## Task directions
Repeat the whole listing word for word, skipping pictures.

------ Record excerpts ------

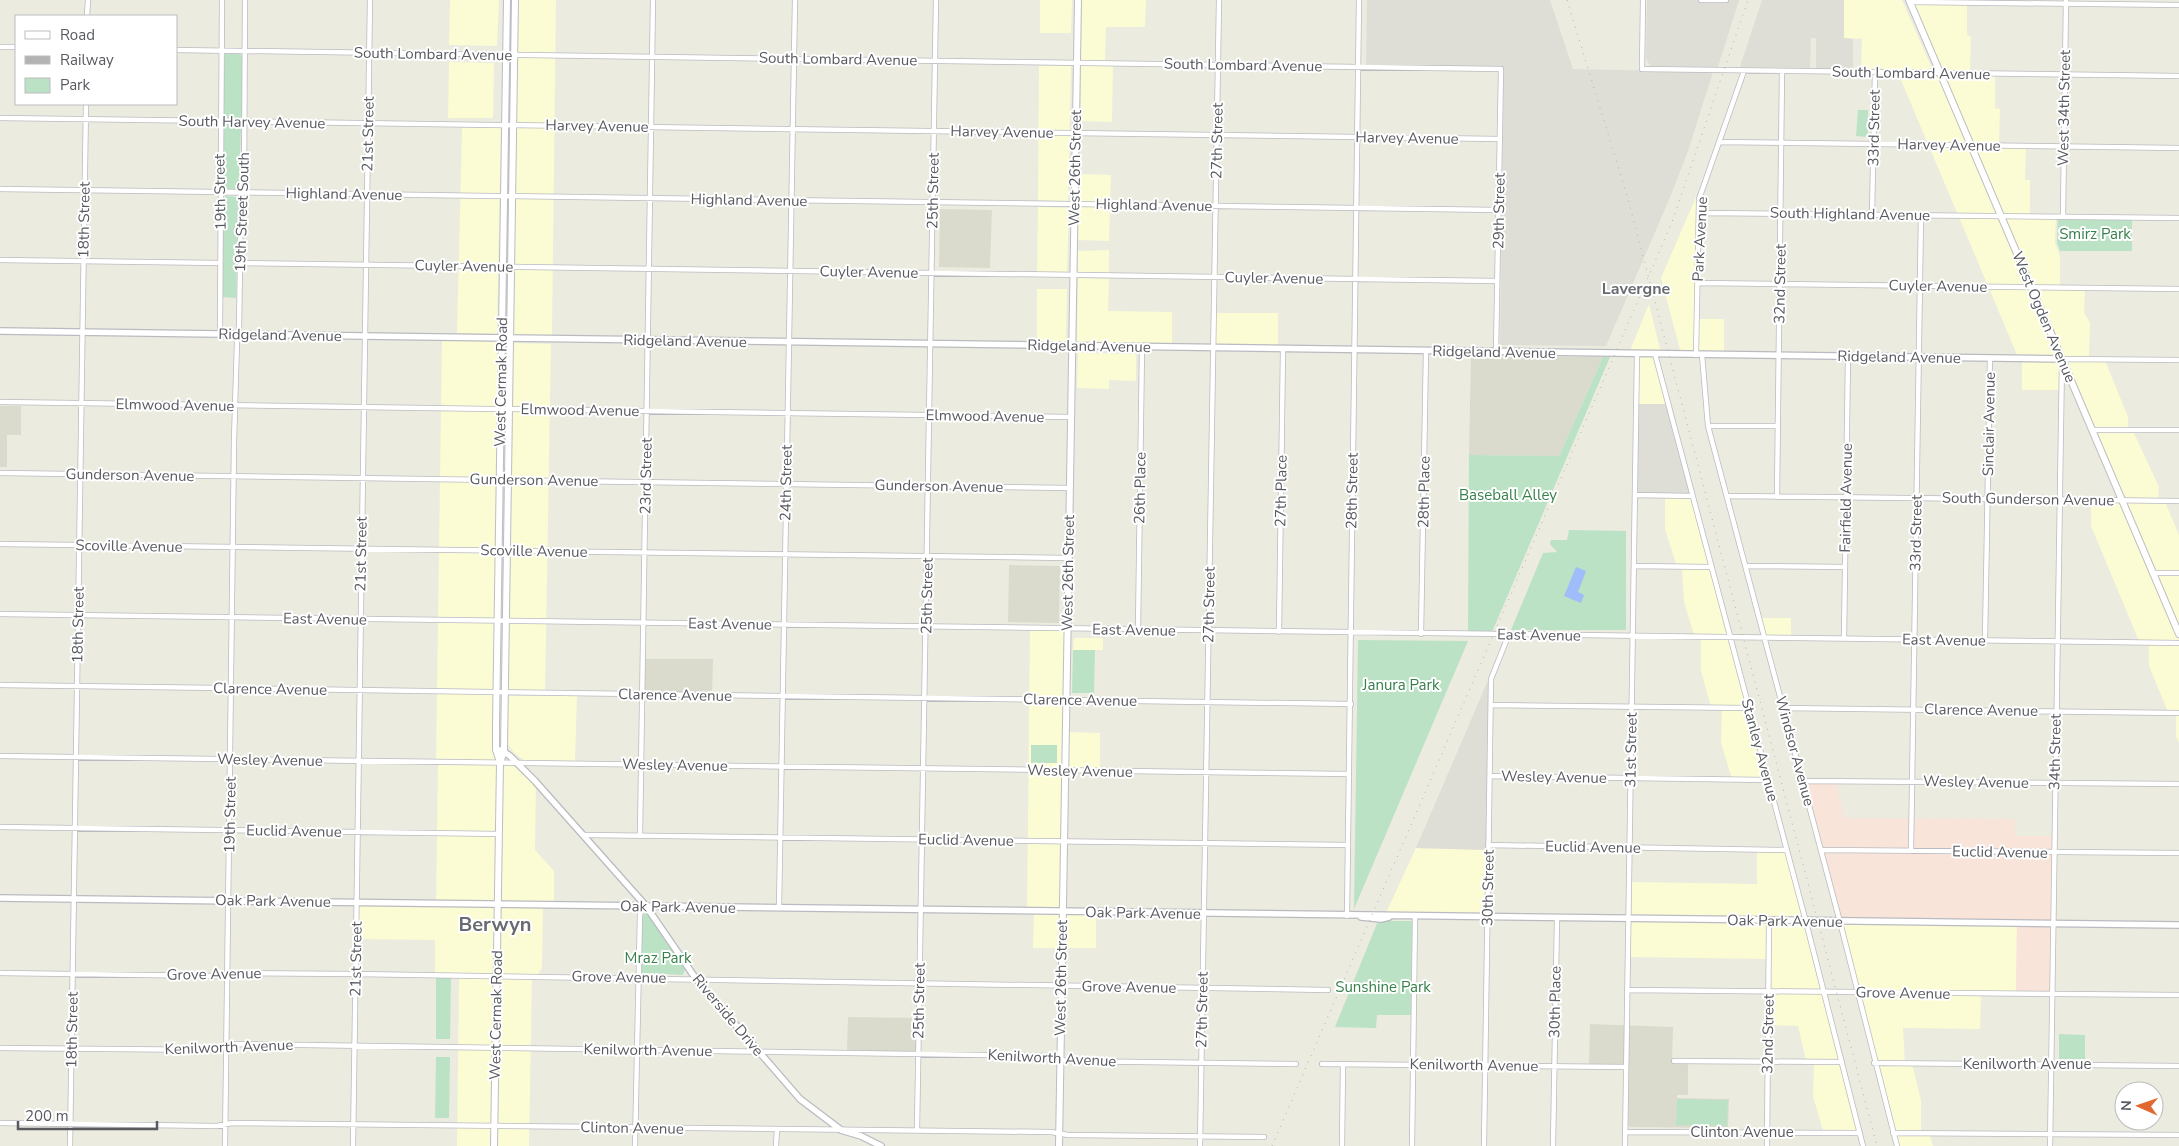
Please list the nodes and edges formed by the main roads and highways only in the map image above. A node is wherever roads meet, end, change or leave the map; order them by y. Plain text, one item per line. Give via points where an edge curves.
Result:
1 (507, 0) edge
2 (515, 0) edge
3 (1078, 0) edge
4 (1910, 1) edge
5 (2179, 634) edge
6 (500, 763) junction
7 (494, 1146) edge
8 (1059, 1146) edge

1 - 6 main road, West Cermak Road via 496,692 496,750
2 - 6 main road, West Cermak Road via 504,750
3 - 8 main road, West 26th Street
4 - 5 main road, West Ogden Avenue
6 - 7 main road, West Cermak Road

------

## Response to the task
Please list the nodes and edges formed by the main roads and highways only in the map image above. A node is wherever roads meet, end, change or leave the map; order them by y. Plain text, one item per line. Give via points where an edge curves.
Result:
1 (507, 0) edge
2 (515, 0) edge
3 (1078, 0) edge
4 (1910, 1) edge
5 (2179, 634) edge
6 (500, 763) junction
7 (494, 1146) edge
8 (1059, 1146) edge

1 - 6 main road, West Cermak Road via 496,692 496,750
2 - 6 main road, West Cermak Road via 504,750
3 - 8 main road, West 26th Street
4 - 5 main road, West Ogden Avenue
6 - 7 main road, West Cermak Road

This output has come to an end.